▶ Work instructions
Scan the records for the word "rows". Copy each line that includes it.

Saved entries
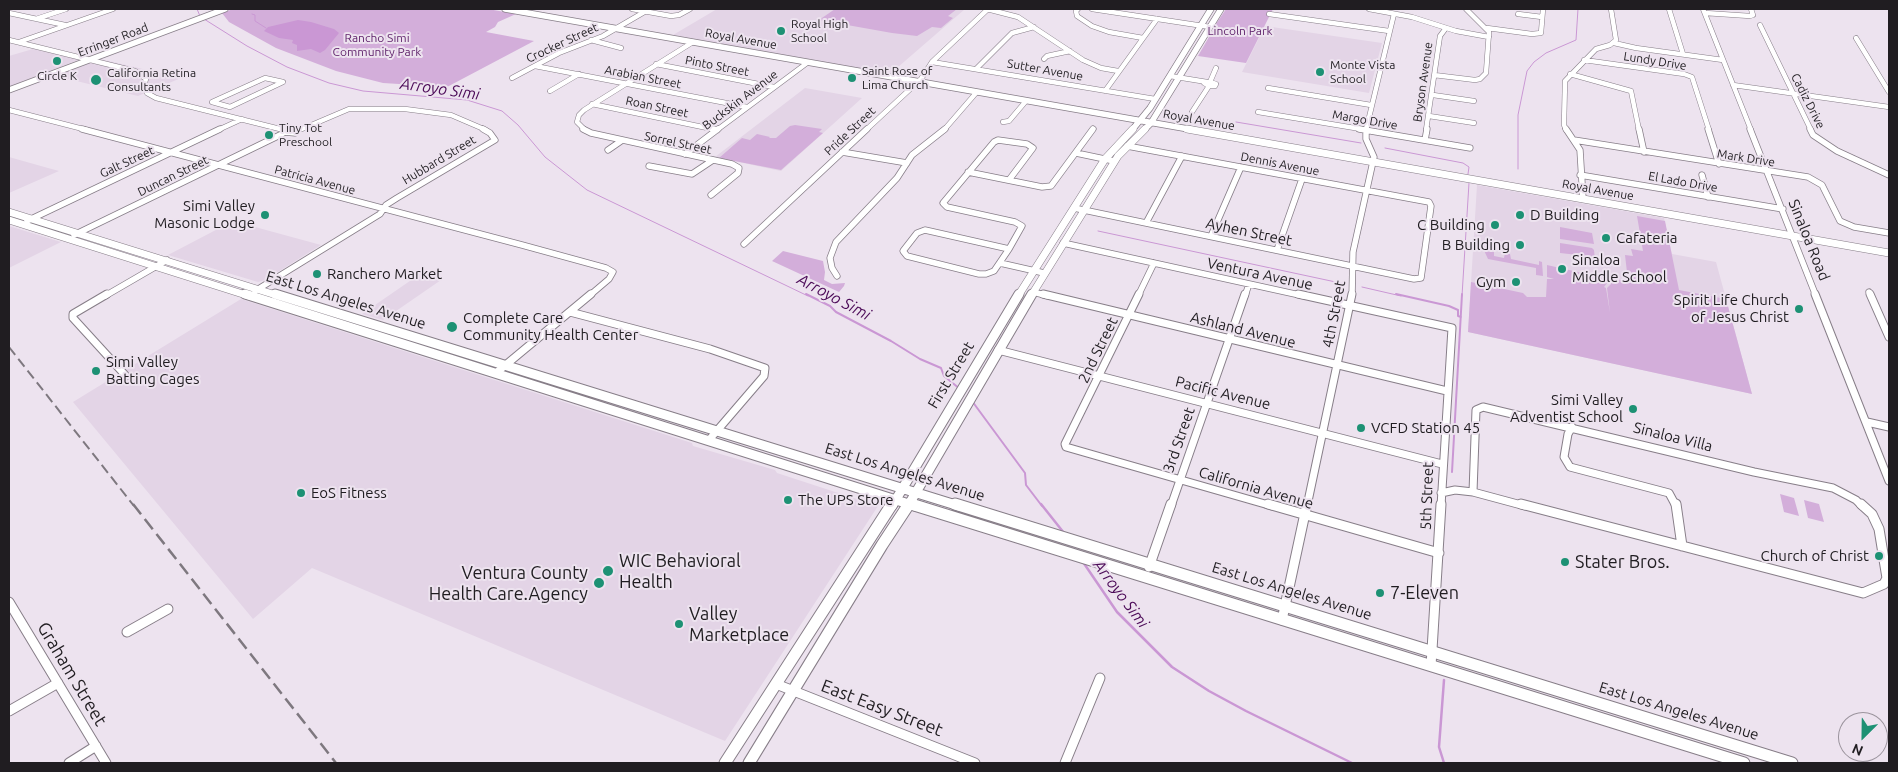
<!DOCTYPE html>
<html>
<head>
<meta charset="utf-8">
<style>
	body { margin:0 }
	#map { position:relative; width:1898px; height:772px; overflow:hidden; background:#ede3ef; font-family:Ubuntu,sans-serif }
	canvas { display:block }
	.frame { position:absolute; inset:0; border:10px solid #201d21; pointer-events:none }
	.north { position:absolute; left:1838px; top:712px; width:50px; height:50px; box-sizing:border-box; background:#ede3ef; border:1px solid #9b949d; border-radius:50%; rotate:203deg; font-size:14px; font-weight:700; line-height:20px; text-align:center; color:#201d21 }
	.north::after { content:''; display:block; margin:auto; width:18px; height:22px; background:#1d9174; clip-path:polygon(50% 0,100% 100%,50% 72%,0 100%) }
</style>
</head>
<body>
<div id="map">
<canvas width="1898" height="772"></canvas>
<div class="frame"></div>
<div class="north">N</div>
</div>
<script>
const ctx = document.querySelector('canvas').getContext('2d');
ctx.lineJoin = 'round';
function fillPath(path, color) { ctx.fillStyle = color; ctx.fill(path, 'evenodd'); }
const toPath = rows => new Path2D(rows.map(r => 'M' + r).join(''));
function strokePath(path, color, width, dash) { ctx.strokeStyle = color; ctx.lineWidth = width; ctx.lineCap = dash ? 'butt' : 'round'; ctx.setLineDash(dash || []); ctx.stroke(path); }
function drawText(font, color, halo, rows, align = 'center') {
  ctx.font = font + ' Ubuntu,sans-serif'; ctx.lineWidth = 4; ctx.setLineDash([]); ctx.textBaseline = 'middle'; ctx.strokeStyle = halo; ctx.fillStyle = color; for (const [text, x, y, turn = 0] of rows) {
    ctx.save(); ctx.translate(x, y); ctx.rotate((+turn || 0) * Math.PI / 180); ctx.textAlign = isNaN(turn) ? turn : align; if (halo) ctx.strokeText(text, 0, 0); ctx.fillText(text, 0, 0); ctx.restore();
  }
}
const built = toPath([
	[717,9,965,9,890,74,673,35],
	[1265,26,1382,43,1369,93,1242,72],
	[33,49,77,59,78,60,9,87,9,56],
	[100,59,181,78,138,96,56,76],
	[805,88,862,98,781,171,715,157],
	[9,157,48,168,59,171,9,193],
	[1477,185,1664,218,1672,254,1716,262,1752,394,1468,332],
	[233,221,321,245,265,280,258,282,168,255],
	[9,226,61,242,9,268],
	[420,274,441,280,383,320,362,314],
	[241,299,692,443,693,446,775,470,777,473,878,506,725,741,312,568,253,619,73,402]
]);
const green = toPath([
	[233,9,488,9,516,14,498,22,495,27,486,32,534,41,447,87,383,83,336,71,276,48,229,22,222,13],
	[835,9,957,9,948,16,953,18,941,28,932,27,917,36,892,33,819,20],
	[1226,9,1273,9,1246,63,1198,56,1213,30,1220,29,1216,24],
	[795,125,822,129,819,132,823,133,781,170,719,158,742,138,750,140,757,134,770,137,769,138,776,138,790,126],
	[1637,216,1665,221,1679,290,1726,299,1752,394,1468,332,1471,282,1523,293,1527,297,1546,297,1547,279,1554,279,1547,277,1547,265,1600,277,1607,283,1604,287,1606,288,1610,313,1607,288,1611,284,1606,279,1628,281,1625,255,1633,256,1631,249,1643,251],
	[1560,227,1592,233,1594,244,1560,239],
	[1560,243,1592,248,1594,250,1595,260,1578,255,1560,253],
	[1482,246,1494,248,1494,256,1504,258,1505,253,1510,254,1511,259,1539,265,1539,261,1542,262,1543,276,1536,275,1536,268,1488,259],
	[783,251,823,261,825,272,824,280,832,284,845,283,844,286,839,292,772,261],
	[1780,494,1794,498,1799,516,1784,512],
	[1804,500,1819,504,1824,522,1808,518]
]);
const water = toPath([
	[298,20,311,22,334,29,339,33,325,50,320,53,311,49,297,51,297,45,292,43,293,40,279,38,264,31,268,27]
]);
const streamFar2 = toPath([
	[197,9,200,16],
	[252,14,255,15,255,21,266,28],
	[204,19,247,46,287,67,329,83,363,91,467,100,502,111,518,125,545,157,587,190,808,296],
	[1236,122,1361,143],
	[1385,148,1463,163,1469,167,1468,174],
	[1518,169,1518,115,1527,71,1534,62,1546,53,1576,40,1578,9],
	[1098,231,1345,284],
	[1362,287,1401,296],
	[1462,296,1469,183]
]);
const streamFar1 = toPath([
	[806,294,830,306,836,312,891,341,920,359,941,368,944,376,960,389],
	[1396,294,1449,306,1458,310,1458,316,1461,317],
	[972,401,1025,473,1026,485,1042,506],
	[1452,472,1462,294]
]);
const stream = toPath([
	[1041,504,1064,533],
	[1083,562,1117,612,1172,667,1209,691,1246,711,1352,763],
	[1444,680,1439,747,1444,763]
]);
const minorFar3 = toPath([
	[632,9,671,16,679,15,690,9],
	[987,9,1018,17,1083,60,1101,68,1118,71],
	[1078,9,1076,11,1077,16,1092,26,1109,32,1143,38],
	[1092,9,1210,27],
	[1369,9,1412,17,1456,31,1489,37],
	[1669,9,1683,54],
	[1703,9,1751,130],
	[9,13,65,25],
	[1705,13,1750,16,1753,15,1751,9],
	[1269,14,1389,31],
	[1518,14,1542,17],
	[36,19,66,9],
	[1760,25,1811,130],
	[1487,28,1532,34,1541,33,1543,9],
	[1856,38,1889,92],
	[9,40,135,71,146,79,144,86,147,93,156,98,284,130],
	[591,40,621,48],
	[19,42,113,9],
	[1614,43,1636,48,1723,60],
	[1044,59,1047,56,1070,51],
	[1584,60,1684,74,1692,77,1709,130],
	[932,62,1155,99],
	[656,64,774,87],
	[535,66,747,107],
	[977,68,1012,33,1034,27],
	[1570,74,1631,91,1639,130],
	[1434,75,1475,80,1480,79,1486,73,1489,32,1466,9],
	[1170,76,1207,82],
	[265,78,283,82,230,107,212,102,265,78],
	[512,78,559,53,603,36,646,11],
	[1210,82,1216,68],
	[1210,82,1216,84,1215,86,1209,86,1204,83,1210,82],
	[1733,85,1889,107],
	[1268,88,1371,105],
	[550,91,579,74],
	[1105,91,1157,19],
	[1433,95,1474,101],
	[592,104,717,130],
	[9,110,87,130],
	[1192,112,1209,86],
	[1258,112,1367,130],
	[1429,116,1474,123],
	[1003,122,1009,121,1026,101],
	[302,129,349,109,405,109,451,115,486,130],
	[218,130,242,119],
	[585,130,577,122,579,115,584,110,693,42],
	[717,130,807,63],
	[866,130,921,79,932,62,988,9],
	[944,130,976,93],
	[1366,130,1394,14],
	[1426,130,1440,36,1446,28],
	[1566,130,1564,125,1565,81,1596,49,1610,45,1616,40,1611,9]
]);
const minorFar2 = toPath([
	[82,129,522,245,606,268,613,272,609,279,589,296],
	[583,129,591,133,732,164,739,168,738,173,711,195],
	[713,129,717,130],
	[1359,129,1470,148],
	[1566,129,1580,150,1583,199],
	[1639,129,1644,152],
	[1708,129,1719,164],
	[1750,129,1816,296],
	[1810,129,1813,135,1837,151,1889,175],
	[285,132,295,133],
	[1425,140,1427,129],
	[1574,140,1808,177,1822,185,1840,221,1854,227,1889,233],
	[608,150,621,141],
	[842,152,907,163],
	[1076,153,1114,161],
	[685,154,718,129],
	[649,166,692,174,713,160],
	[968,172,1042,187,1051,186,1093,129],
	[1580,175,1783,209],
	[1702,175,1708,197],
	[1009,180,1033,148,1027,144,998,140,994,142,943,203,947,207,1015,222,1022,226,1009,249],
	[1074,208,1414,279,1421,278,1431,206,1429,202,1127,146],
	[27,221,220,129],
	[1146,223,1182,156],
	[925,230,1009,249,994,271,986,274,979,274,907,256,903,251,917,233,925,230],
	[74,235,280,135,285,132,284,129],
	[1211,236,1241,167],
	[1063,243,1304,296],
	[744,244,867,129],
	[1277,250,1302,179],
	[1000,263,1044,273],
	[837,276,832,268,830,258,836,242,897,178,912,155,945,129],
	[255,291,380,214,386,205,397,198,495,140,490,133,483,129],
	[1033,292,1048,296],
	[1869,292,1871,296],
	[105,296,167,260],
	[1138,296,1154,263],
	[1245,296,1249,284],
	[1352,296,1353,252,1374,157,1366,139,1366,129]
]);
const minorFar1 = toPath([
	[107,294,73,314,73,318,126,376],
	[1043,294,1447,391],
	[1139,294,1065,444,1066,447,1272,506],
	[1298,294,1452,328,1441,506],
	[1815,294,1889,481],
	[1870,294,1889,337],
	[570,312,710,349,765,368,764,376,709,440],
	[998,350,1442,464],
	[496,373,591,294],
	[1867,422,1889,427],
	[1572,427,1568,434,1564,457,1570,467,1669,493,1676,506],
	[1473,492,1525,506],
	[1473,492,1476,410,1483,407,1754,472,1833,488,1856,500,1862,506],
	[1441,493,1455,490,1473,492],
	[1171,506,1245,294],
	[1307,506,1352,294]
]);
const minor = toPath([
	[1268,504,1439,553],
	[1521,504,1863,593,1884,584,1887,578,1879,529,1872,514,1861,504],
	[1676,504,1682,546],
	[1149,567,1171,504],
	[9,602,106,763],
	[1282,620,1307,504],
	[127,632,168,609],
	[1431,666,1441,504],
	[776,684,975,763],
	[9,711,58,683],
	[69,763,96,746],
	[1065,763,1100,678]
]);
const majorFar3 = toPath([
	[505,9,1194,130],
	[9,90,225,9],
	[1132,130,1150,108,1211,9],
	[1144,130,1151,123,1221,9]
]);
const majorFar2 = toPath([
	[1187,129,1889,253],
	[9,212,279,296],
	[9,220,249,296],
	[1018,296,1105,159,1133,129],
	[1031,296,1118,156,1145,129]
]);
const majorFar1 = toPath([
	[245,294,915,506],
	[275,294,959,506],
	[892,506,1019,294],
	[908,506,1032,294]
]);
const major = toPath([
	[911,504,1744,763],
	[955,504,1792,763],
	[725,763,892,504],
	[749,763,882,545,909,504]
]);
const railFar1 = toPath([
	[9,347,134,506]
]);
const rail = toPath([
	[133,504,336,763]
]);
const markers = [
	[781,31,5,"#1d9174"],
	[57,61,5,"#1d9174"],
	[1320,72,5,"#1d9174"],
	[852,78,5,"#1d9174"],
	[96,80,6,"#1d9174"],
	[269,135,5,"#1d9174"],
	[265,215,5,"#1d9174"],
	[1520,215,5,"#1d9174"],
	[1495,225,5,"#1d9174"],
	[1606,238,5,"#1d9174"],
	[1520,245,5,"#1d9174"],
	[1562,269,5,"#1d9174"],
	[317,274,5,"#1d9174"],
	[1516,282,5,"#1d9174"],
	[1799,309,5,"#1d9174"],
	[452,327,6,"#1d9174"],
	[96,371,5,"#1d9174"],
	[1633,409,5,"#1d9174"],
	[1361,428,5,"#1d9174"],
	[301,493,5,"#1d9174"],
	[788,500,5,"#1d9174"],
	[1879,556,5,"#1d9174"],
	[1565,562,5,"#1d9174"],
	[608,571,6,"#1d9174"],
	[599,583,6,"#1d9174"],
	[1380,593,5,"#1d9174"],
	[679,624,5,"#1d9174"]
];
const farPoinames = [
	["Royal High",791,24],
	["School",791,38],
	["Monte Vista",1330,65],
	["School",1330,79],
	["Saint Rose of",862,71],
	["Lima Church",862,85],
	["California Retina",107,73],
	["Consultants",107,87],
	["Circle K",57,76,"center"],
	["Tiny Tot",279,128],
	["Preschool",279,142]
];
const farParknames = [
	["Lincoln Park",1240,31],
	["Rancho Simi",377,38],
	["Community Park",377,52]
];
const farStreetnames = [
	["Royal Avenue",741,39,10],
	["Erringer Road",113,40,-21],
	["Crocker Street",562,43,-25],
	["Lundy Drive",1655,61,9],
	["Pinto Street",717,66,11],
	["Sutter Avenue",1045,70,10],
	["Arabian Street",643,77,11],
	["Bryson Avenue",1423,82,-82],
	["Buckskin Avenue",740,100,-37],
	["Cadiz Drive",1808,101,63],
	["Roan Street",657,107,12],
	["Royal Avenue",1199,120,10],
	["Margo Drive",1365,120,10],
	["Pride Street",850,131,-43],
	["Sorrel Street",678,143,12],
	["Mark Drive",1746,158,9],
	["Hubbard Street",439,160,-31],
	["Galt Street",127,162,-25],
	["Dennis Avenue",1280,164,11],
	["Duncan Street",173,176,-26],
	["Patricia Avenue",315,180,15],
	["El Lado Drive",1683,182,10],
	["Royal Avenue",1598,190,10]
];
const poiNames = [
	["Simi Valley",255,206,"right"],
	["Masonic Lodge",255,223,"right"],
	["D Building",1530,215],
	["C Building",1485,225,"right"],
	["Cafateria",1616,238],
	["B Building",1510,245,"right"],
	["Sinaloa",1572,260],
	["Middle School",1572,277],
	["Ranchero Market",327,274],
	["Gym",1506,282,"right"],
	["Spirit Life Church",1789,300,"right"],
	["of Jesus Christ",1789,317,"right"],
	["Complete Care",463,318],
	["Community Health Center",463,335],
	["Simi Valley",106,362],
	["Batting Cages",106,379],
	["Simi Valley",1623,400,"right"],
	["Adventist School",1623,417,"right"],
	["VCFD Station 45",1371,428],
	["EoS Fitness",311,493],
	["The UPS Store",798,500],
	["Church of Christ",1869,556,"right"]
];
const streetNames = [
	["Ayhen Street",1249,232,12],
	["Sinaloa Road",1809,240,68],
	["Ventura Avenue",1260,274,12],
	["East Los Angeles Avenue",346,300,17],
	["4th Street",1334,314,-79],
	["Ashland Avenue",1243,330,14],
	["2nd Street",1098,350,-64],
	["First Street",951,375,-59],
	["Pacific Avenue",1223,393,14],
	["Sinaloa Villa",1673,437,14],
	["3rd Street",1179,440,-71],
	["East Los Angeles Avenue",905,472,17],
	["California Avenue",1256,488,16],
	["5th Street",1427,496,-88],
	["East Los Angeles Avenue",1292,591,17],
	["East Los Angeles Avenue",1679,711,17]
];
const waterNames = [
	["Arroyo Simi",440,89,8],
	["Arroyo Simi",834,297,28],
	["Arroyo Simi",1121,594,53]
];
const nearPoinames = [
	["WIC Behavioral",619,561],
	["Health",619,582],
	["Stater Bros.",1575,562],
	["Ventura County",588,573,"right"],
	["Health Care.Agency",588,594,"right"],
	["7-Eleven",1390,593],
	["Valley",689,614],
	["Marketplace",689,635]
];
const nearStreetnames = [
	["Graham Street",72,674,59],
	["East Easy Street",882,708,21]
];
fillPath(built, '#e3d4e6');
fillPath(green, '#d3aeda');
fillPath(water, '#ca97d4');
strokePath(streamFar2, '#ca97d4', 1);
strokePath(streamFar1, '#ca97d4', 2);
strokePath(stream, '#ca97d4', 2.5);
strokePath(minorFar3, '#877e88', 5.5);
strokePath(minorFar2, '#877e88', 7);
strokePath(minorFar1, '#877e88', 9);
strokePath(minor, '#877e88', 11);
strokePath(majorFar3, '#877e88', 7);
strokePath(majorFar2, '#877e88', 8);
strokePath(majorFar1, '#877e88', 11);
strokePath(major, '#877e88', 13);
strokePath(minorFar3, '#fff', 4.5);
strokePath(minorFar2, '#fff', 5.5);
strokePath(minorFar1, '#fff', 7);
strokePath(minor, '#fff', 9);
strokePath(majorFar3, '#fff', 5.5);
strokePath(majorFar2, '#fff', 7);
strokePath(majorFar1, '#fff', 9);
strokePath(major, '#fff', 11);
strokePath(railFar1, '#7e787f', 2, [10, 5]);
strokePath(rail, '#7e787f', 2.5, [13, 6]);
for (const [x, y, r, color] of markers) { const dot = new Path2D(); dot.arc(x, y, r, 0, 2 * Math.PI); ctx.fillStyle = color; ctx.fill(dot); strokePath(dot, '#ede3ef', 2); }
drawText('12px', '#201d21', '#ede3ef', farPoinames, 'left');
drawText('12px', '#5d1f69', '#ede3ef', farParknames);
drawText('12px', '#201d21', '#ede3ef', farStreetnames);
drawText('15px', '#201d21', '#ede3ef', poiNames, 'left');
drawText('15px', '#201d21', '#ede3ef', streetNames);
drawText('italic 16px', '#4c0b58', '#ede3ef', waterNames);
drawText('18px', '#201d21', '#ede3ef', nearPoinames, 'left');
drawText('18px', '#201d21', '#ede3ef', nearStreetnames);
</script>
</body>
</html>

▶ Task result
const toPath = rows => new Path2D(rows.map(r => 'M' + r).join(''));
function drawText(font, color, halo, rows, align = 'center') {
  ctx.font = font + ' Ubuntu,sans-serif'; ctx.lineWidth = 4; ctx.setLineDash([]); ctx.textBaseline = 'middle'; ctx.strokeStyle = halo; ctx.fillStyle = color; for (const [text, x, y, turn = 0] of rows) {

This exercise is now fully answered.